EDA in Public (Part 2): Product Deep Dive & Time-Series Analysis in Pandas

! Welcome back to the “EDA in Public” series! This is Part 2 of the series; if you haven’t seen Part 1 yet, read it here. Here’s a recap of what we conquered.

In Part 1, we took a messy, half-million-row sales file and got it into shape. Specifically, we:

Sampled the data for faster processing. Fixed missing values and standardised text entries (like ‘EIRE’ to ‘Ireland’). Filtered out all the noise — returns, cancellations, and transactions with zero price. Engineered our most critical feature: the Revenue column. Achieved our first business insight: the Top 10 Revenue-Generating Countries.

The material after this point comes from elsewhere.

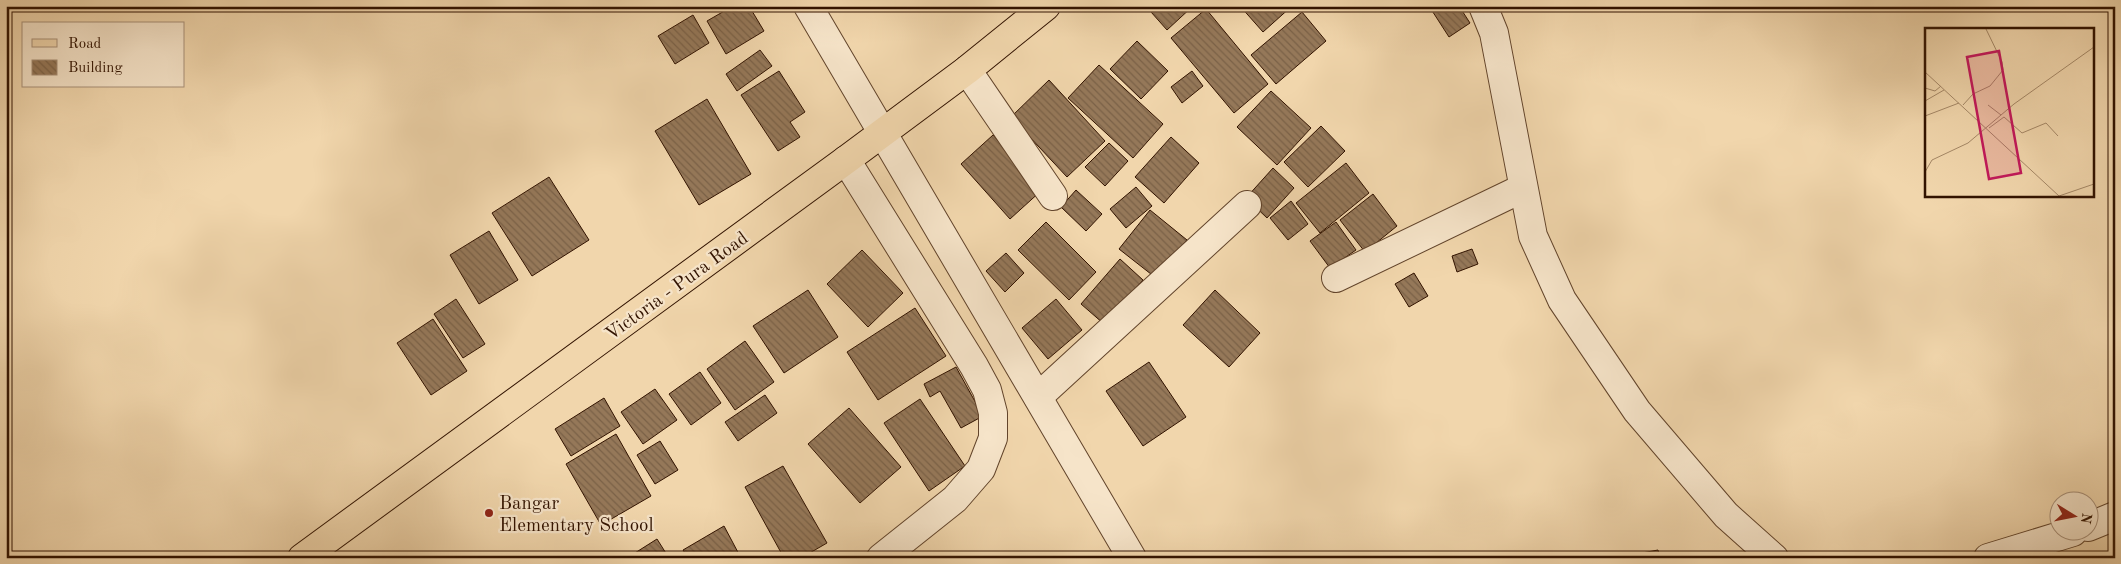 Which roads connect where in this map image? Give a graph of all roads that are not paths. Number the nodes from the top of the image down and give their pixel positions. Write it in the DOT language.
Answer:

We now have a clean, revenue-ready Pandas DataFrame ready to be exploited for insights! By the end of this series, I want to have mastered exploratory data analysis using Pandas. Feel free to follow along if you’re a data enthusiast.

Now we shift our focus to delivering truly impactful business intelligence for NovaShop. Our overall goal for Part 2 is to answer the fundamental questions: What products are the best performers, and when is the best time to sell them?

This part is all about analysis using powerful Pandas aggregation techniques (.groupby()) and feature engineering using the datetime column (.dt accessor). We’ll break down our analysis into two key areas:

Product Deep Dive: Identifying the products that move the most units versus those that bring in the most cash. Sales Timing (Time-Series): Uncovering the seasonality of sales (monthly peaks) and the operational trends (busiest hour of the day).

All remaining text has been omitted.